The writedown in WeWork for Softbank will follow forced writedowns in other high-profile IPOs such as Uber, whose stock is down 26% since the listing in May. Indeed, SoftBank has had little luck with large investments since its huge payday at Alibaba. Most of SoftBank’s other investments, including Alibaba, have been minority stakes, with the exception of the No 4 US telco Sprint, in which it has a 80% stake; mobile phone distributor Brightstar; and British mobile chip design giant ARM Holdings, which Softbank bought outright, notes Atul Goyal, analyst for Jefferies & Co in Singapore.
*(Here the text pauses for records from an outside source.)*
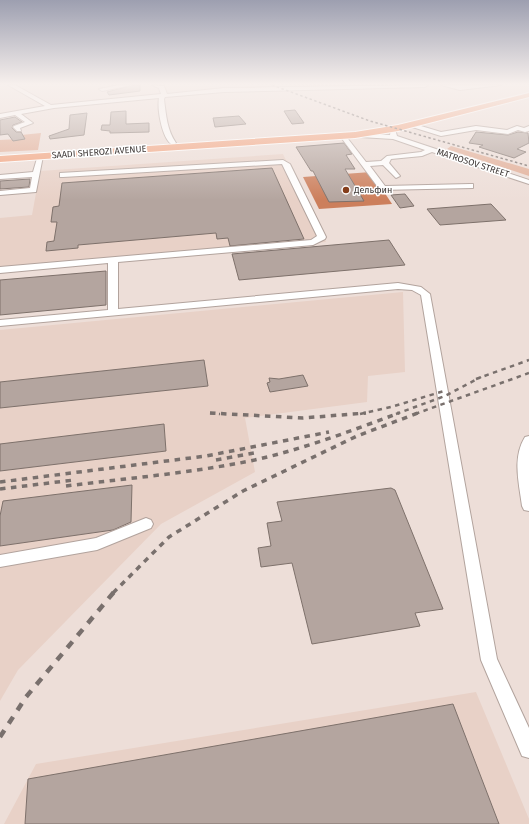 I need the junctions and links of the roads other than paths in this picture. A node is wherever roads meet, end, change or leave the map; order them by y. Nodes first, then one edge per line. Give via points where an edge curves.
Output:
1 (28, 123) edge
2 (164, 123) edge
3 (396, 123) edge
4 (417, 123) edge
5 (411, 125) junction
6 (529, 128) edge
7 (19, 130) dead end
8 (394, 133) junction
9 (343, 136) junction
10 (173, 143) junction
11 (432, 149) junction
12 (0, 155) edge
13 (40, 156) junction
14 (0, 159) edge
15 (385, 163) junction
16 (364, 164) junction
17 (36, 174) junction
18 (63, 175) dead end
19 (396, 176) dead end
20 (0, 177) edge
21 (529, 182) edge
22 (470, 186) dead end
23 (0, 193) edge
24 (113, 261) junction
25 (0, 270) edge
26 (113, 313) junction
27 (0, 323) edge
28 (529, 440) edge
29 (529, 506) edge
30 (146, 524) dead end
31 (0, 561) edge
32 (529, 749) edge

1 - 7 street via 16,127
2 - 10 street via 166,135
3 - 10 highway, SAADI SHEROZI AVENUE via 369,130
4 - 5 highway, SAADI SHEROZI AVENUE
5 - 6 street via 441,134 476,128 508,132 517,128
5 - 8 highway, SAADI SHEROZI AVENUE
8 - 9 highway, SAADI SHEROZI AVENUE
8 - 11 street, MATROSOV STREET
9 - 13 highway, SAADI SHEROZI AVENUE
9 - 16 street
10 - 12 highway, SAADI SHEROZI AVENUE
11 - 15 street via 422,154 389,157
11 - 21 street, MATROSOV STREET
13 - 14 highway, SAADI SHEROZI AVENUE
13 - 17 street
15 - 16 street
15 - 19 street
16 - 22 street via 383,188
17 - 20 street
17 - 23 street via 32,190
18 - 24 street via 283,162 322,237 313,242
24 - 25 street
24 - 26 street
26 - 27 street
26 - 32 street via 398,286 423,291 427,296 489,660
28 - 29 street via 523,458
30 - 31 street via 97,544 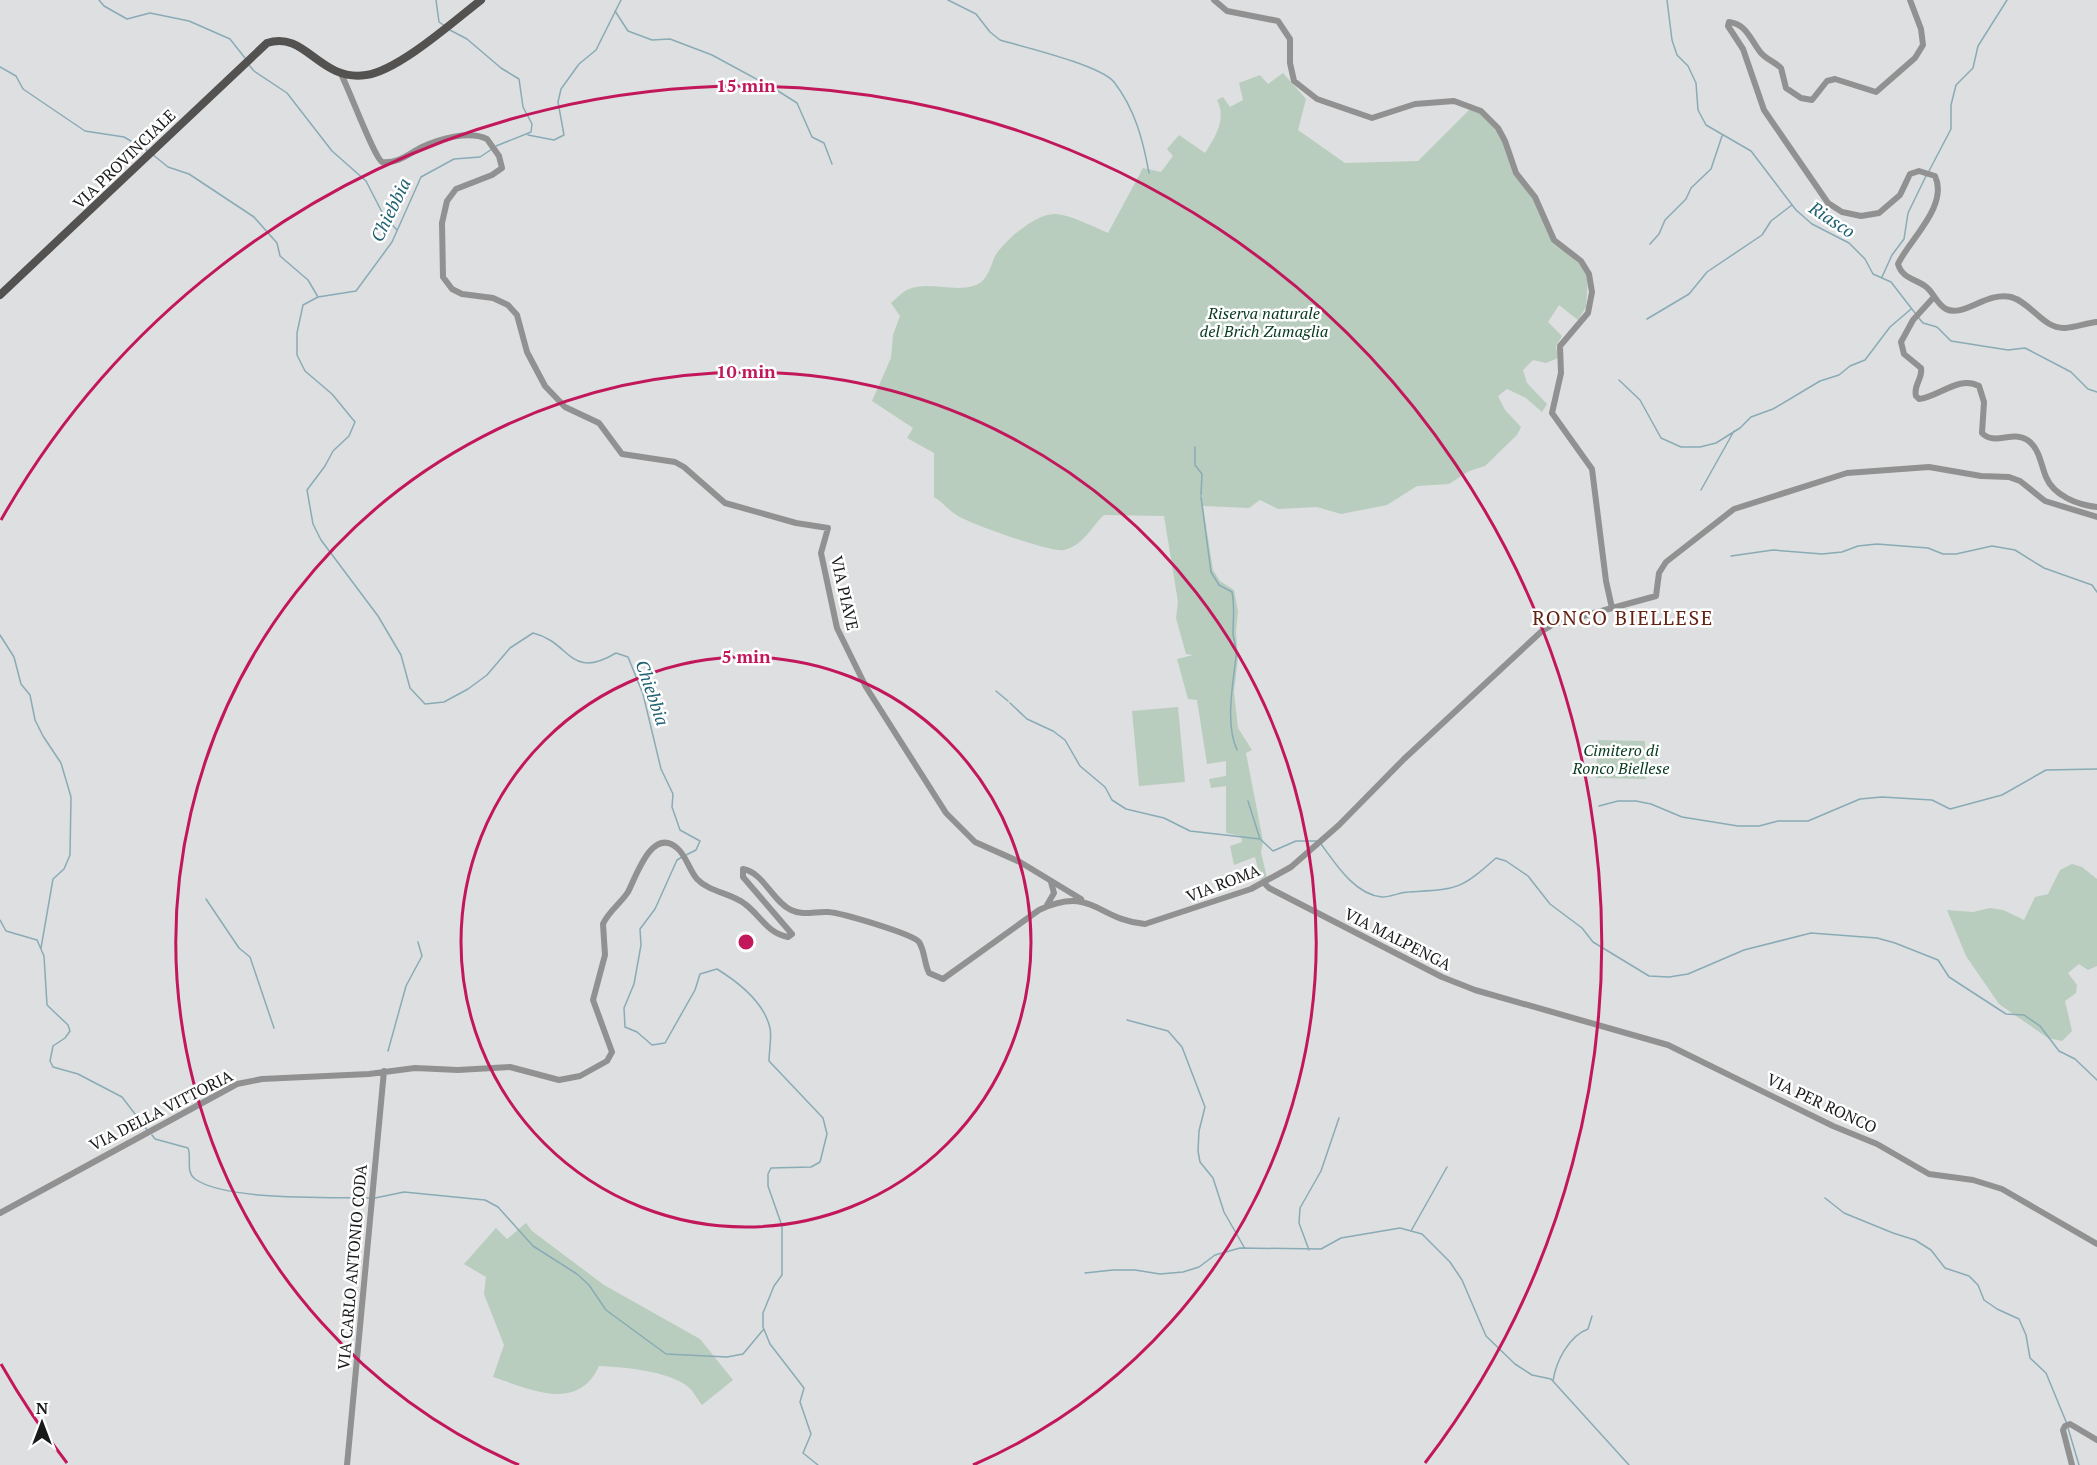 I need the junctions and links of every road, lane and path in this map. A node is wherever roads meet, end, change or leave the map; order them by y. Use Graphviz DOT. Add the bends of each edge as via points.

“Sprint does not appear to have worked so far and SoftBank is giving up control in a pending deal with T-Mobile,” he says. SoftBank was also forced to write down large amounts on the Brightstar acquisition, Goyal says. ARM, which was profitable when Softbank bought it in early 2017, is now losing money. Softbank’s stated aim was to build ARM as a chip designer for the artificial intelligence-powered internet of things era and had committed large R&D investments to reach that goal.
WeWork’s rework will not work
So, will we or will we not see a WeWork IPO this year? Waiting an additional month or two is unlikely to change things for WeWork, just as dramatically slashing valuation and cosmetic revamping of governance have failed to move the needle. The structure of the company is such that its showing an additional quarter of losses will probably raise more questions than it might answer.
Without US$3 billion of new equity, WeWork cannot raise US$6 billion in debts and, without a S$9 billion infusion of new cash, WeWork’s entire plan to be a dominant global force in the co-working space will fall apart. WeWork would then be forced to drastically curtail its cash burn, cut costs, slash investments plans, eke out savings in refurbishing offices and spend less on marketing. Cost-cutting may make WeWork a little leaner, though not necessarily any more viable.
If WeWork’s saga shows anything, it is that the use of capital as a weapon can boomerang on large investors such as SoftBank. In the post WeWork-era, Silicon Valley is likely to go back to building tech companies the old way, using technology and innovation to gain a competitive edge rather than ever-larger chunks of capital.